What you need to do:
Whenever the word "Westcenter" shows up in a line of the data, copy that line.

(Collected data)
##############################
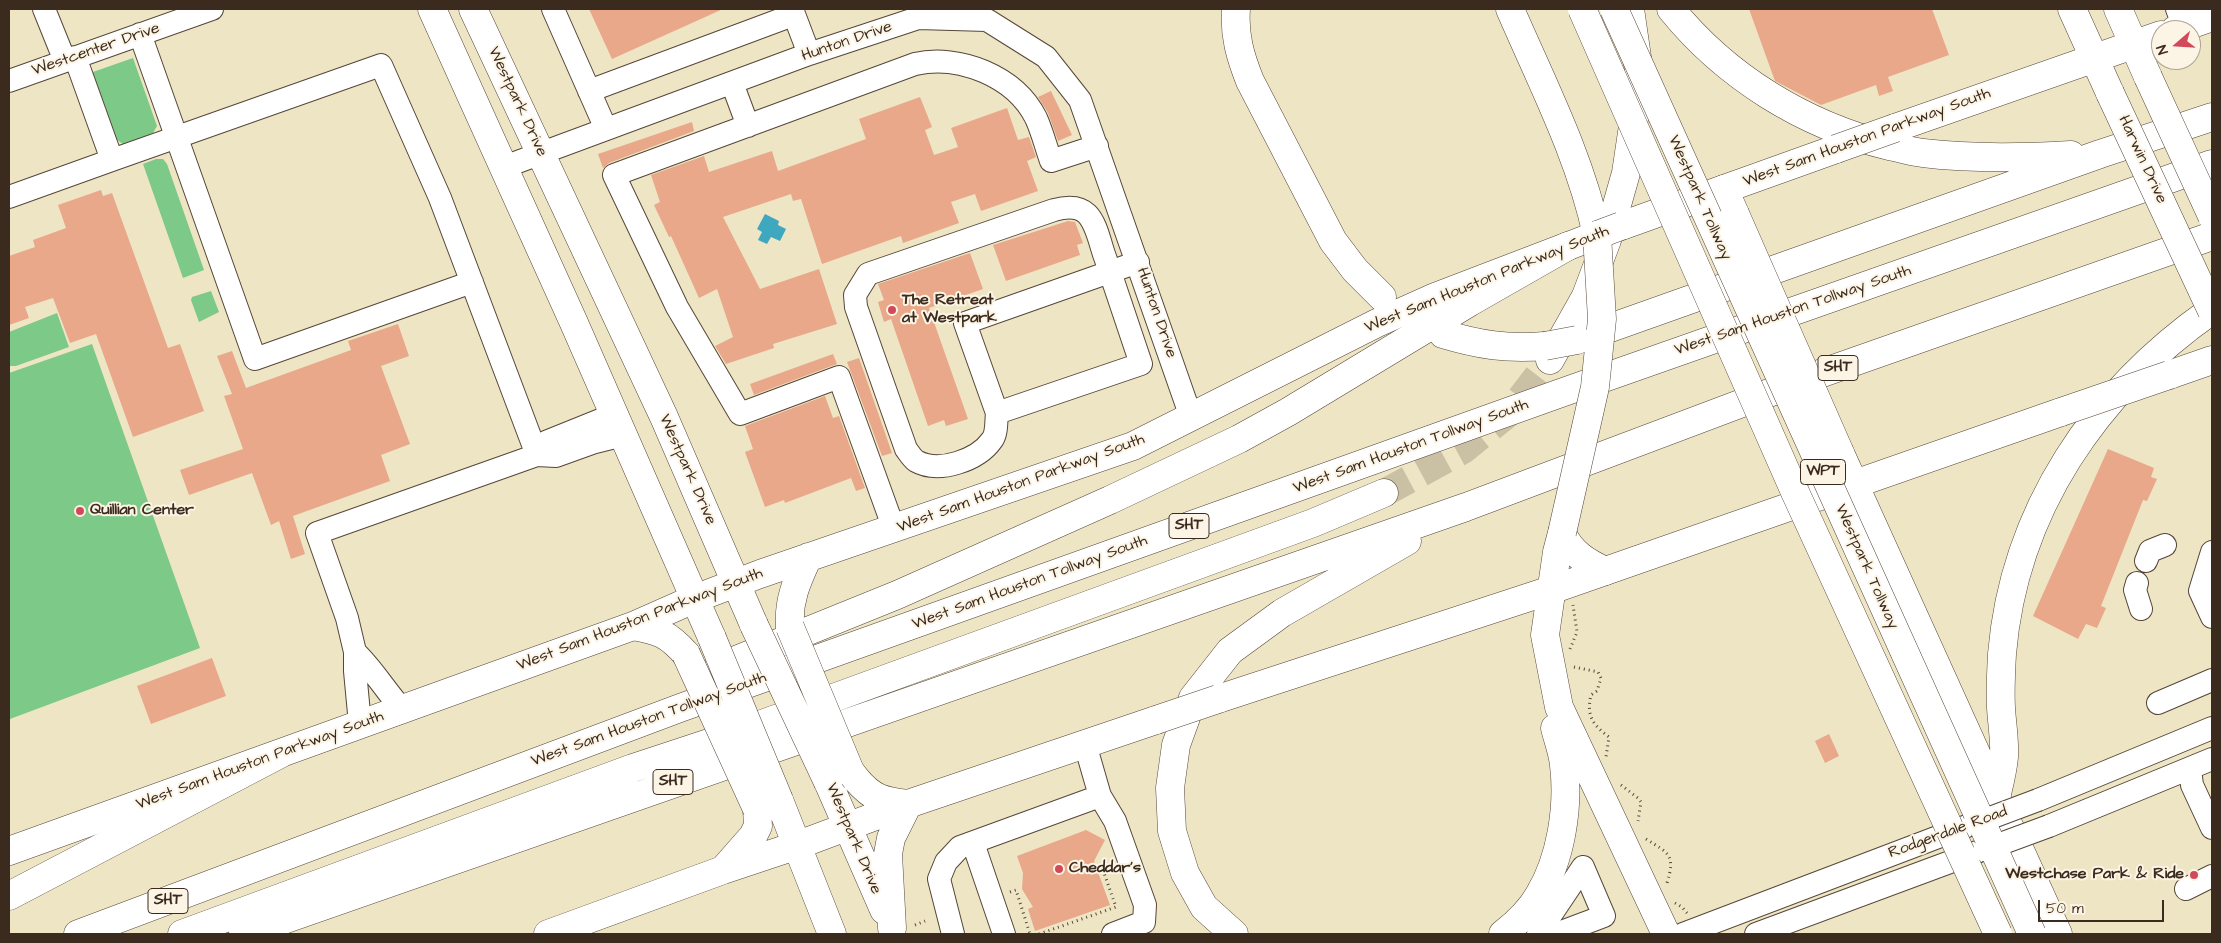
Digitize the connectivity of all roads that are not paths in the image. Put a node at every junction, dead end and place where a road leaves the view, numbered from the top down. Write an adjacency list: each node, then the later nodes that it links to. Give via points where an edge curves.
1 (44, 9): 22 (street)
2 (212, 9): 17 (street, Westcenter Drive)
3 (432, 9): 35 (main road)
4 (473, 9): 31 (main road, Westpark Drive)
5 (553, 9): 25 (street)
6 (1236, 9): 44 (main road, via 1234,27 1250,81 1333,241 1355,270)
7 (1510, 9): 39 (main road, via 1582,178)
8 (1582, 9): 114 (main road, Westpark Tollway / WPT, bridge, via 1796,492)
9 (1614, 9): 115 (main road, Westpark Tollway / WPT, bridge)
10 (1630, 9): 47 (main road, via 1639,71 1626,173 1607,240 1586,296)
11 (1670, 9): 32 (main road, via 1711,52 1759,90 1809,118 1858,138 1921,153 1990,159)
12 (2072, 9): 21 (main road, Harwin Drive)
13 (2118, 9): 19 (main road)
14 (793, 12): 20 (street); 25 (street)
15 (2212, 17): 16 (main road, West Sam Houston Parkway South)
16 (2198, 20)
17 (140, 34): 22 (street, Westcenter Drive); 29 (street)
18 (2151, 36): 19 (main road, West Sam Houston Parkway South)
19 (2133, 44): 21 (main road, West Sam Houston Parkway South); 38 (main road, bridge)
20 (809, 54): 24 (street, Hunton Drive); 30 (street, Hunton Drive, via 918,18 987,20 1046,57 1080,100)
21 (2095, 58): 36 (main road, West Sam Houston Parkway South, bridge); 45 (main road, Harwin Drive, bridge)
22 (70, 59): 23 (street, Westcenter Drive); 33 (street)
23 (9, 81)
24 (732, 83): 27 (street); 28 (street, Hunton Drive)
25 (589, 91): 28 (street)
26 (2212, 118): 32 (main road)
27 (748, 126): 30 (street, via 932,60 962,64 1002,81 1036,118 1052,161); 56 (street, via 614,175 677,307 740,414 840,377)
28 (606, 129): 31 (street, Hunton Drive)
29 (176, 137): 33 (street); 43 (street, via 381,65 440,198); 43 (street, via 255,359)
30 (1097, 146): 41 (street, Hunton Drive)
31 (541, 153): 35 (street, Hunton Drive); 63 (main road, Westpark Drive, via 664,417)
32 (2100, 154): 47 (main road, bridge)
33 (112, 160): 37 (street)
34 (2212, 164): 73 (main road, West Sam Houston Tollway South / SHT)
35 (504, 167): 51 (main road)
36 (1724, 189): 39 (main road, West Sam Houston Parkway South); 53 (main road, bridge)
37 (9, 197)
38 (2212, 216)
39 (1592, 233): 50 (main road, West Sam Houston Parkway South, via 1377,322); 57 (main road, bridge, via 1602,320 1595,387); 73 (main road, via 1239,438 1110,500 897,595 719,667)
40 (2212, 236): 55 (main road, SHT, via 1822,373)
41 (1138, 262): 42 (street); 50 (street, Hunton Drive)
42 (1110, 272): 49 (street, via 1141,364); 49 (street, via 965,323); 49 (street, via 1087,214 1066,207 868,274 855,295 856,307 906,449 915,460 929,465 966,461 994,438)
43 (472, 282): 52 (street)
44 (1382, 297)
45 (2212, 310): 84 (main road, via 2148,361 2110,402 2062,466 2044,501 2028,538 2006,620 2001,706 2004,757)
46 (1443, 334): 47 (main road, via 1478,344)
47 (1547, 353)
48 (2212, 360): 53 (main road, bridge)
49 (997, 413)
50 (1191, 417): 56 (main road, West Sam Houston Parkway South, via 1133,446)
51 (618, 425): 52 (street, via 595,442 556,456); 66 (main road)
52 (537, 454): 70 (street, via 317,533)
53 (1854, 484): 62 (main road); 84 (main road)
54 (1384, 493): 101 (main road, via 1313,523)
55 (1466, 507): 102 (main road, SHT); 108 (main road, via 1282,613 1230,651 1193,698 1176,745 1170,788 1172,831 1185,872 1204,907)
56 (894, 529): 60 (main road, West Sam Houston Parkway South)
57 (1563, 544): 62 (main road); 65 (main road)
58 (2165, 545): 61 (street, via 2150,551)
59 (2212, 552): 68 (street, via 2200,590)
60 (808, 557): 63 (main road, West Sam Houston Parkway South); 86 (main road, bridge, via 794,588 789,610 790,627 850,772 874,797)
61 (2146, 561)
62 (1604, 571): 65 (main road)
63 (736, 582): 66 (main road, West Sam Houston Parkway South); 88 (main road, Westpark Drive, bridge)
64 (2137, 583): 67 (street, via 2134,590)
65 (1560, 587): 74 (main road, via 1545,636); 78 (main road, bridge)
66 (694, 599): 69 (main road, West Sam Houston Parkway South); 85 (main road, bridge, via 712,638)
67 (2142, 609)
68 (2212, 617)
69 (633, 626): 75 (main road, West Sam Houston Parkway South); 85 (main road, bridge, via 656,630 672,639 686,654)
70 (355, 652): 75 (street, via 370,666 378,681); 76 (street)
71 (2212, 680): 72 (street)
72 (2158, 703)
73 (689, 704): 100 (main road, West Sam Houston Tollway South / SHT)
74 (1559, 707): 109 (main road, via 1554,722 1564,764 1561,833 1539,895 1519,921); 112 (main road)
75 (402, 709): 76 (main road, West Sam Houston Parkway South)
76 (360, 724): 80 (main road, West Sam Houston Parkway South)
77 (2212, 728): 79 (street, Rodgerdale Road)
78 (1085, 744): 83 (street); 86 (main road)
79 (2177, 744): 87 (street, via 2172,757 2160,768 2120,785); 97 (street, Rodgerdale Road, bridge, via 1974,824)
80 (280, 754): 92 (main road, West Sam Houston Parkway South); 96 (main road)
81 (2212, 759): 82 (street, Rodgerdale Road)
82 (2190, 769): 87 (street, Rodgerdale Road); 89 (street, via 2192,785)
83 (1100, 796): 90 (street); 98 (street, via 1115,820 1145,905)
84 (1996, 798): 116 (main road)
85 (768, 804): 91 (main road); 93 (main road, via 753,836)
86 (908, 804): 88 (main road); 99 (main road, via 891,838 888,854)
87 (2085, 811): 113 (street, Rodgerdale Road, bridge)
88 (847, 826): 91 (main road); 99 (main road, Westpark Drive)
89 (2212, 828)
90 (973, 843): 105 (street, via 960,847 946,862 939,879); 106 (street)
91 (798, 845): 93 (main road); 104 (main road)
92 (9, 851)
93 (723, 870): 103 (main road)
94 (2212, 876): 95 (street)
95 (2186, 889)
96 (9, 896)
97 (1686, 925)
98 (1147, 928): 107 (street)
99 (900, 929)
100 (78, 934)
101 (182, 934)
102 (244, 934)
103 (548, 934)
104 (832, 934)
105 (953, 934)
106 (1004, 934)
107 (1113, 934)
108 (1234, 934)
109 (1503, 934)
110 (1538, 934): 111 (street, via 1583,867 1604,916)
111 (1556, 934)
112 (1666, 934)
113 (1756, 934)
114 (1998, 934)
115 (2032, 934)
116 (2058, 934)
##############################
Result:
2 (212, 9): 17 (street, Westcenter Drive)
17 (140, 34): 22 (street, Westcenter Drive); 29 (street)
22 (70, 59): 23 (street, Westcenter Drive); 33 (street)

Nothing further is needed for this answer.